-- GOAL OF THE EXERCISE --
Print every record below exactly, minus the pictures.

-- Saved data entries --
++++++

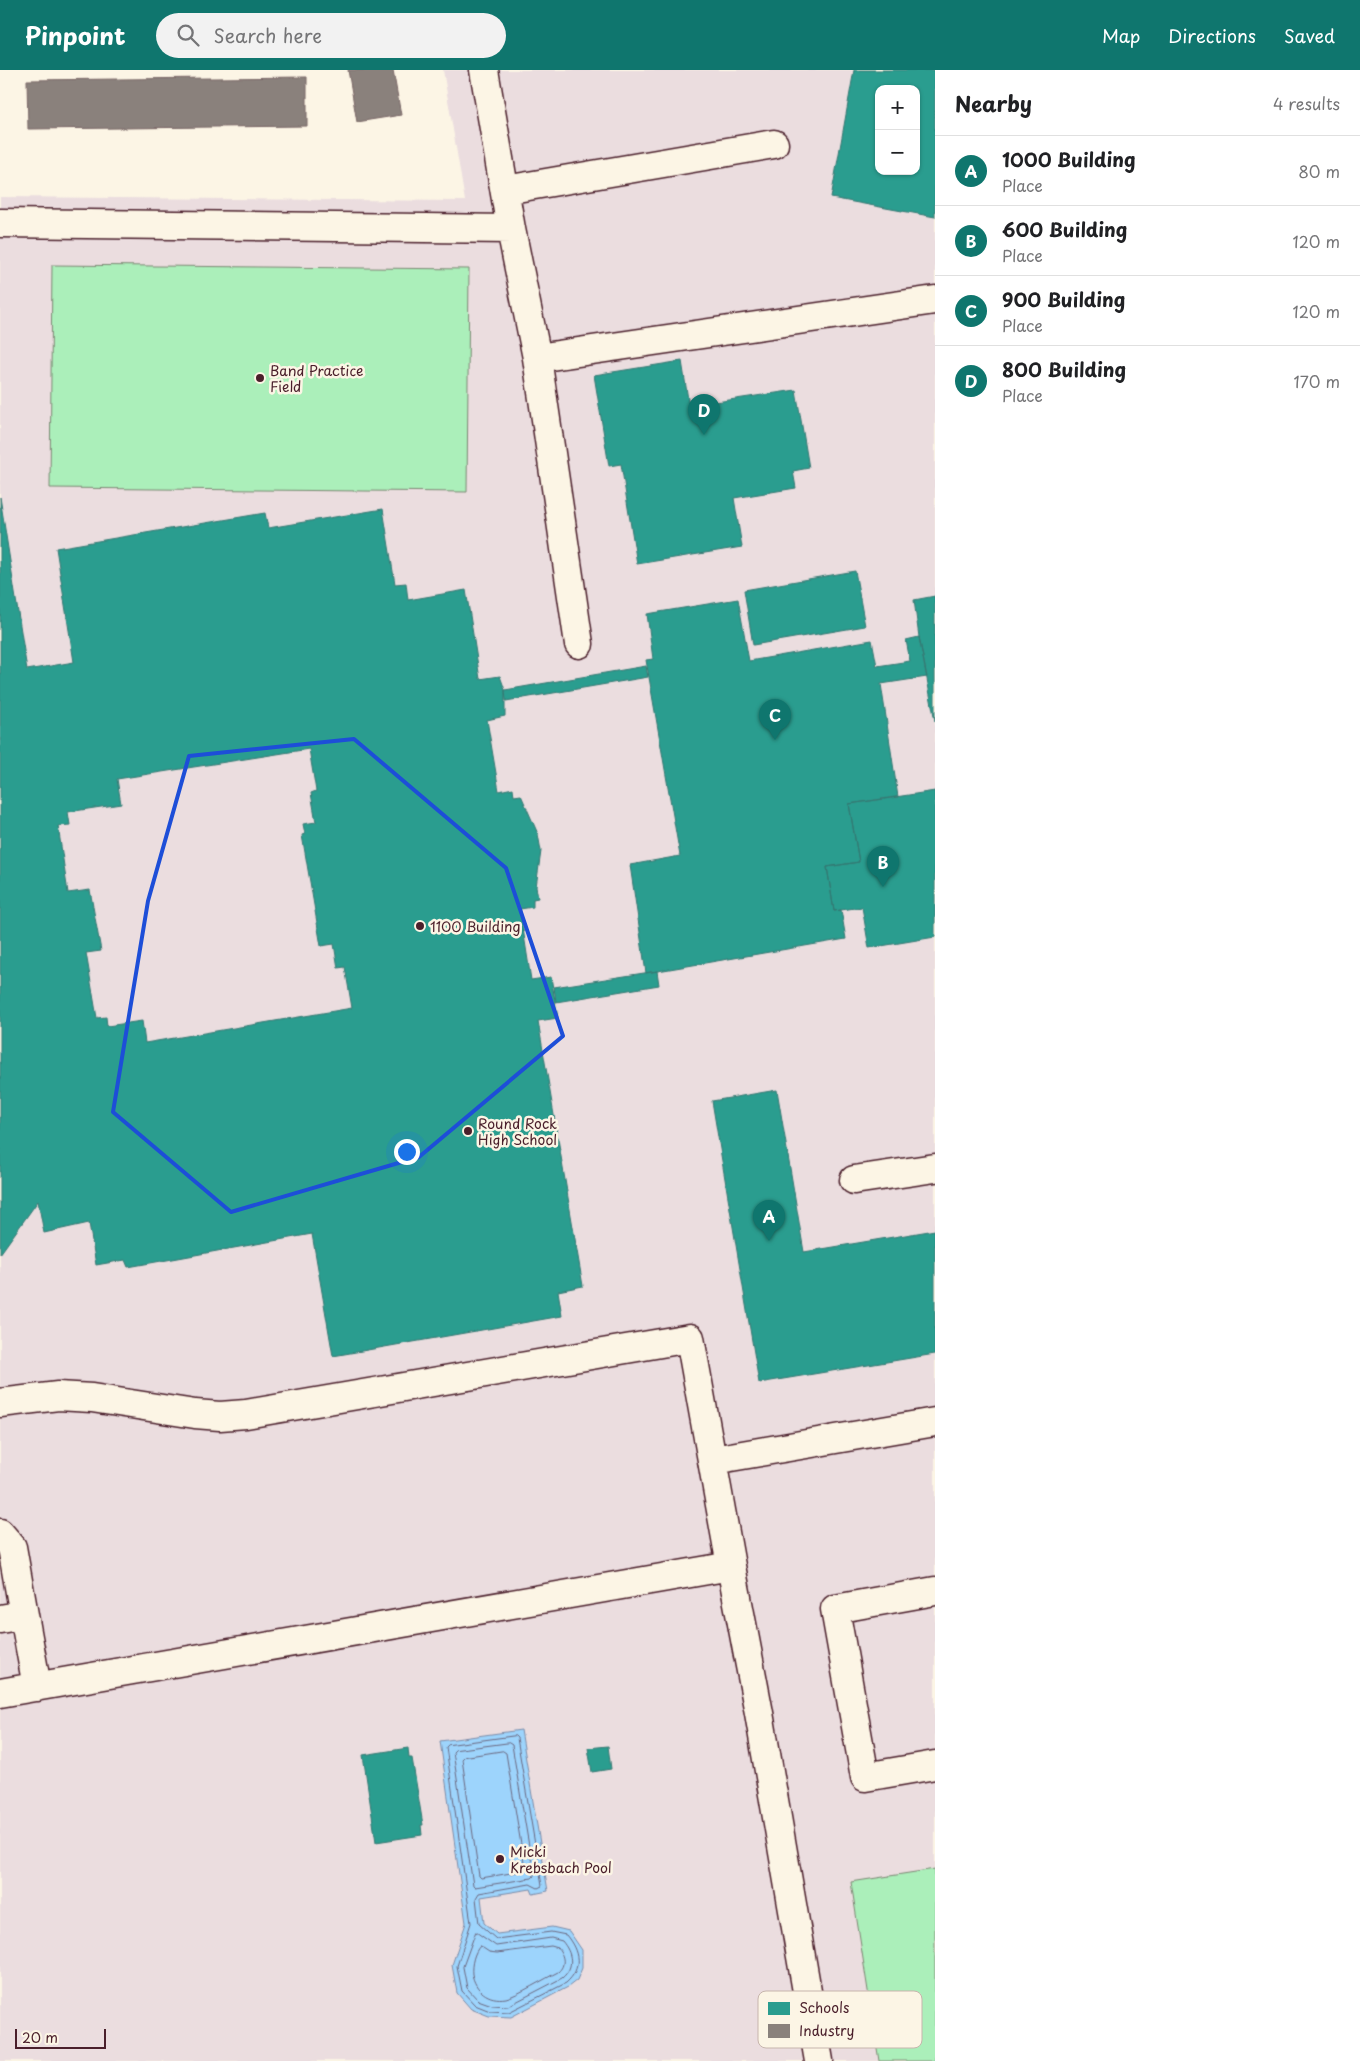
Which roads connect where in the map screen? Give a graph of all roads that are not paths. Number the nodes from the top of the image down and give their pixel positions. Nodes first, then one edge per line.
1 (484, 70) edge
2 (774, 144) dead end
3 (505, 190) junction
4 (0, 223) edge
5 (511, 229) junction
6 (935, 300) edge
7 (537, 358) junction
8 (580, 644) dead end
9 (935, 1168) edge
10 (854, 1180) dead end
11 (0, 1403) edge
12 (935, 1422) edge
13 (713, 1460) junction
14 (0, 1534) edge
15 (731, 1566) junction
16 (935, 1591) edge
17 (12, 1617) edge
18 (38, 1686) junction
19 (0, 1693) edge
20 (935, 1765) edge
21 (807, 1991) edge
22 (817, 2048) edge
23 (819, 2061) edge

1 - 3 lane
2 - 3 lane
3 - 5 lane
4 - 5 lane
5 - 7 lane
6 - 7 lane
7 - 8 lane
9 - 10 lane
11 - 13 lane
12 - 13 lane
13 - 15 lane
14 - 17 lane
15 - 18 lane
15 - 21 lane
16 - 20 lane
17 - 18 lane
18 - 19 lane
22 - 23 lane

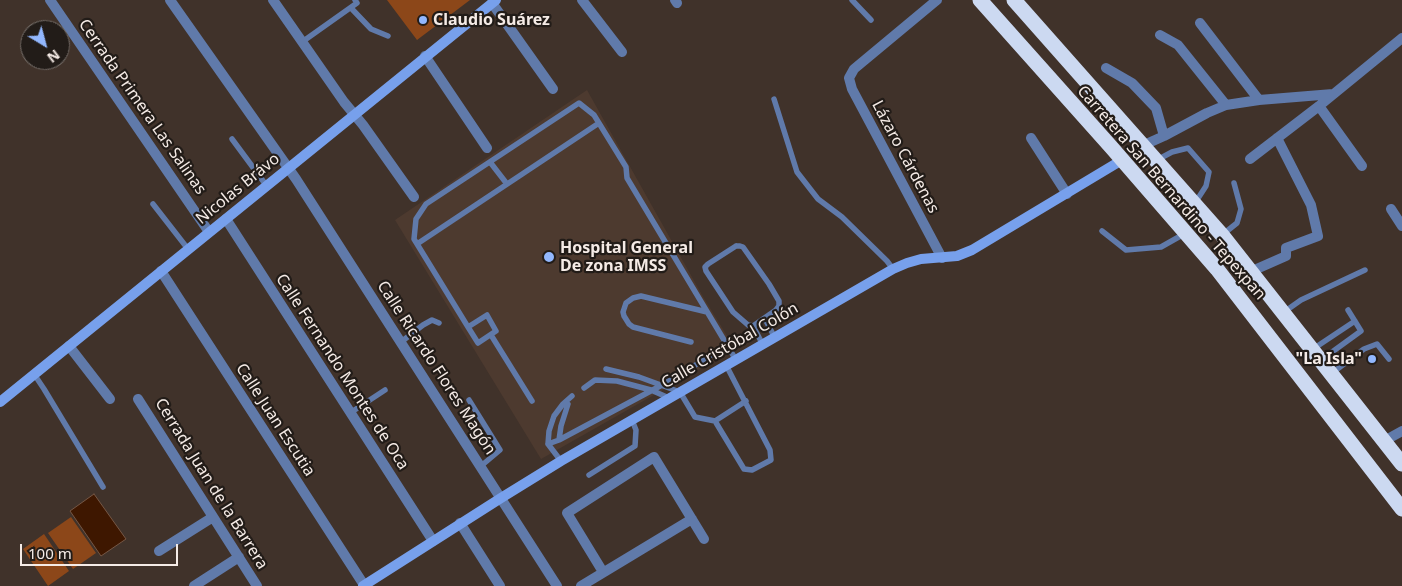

++++++

-- REPLY TO THE EXERCISE --
Which roads connect where in the map screen? Give a graph of all roads that are not paths. Number the nodes from the top of the image down and give their pixel positions. Nodes first, then one edge per line.
1 (484, 70) edge
2 (774, 144) dead end
3 (505, 190) junction
4 (0, 223) edge
5 (511, 229) junction
6 (935, 300) edge
7 (537, 358) junction
8 (580, 644) dead end
9 (935, 1168) edge
10 (854, 1180) dead end
11 (0, 1403) edge
12 (935, 1422) edge
13 (713, 1460) junction
14 (0, 1534) edge
15 (731, 1566) junction
16 (935, 1591) edge
17 (12, 1617) edge
18 (38, 1686) junction
19 (0, 1693) edge
20 (935, 1765) edge
21 (807, 1991) edge
22 (817, 2048) edge
23 (819, 2061) edge

1 - 3 lane
2 - 3 lane
3 - 5 lane
4 - 5 lane
5 - 7 lane
6 - 7 lane
7 - 8 lane
9 - 10 lane
11 - 13 lane
12 - 13 lane
13 - 15 lane
14 - 17 lane
15 - 18 lane
15 - 21 lane
16 - 20 lane
17 - 18 lane
18 - 19 lane
22 - 23 lane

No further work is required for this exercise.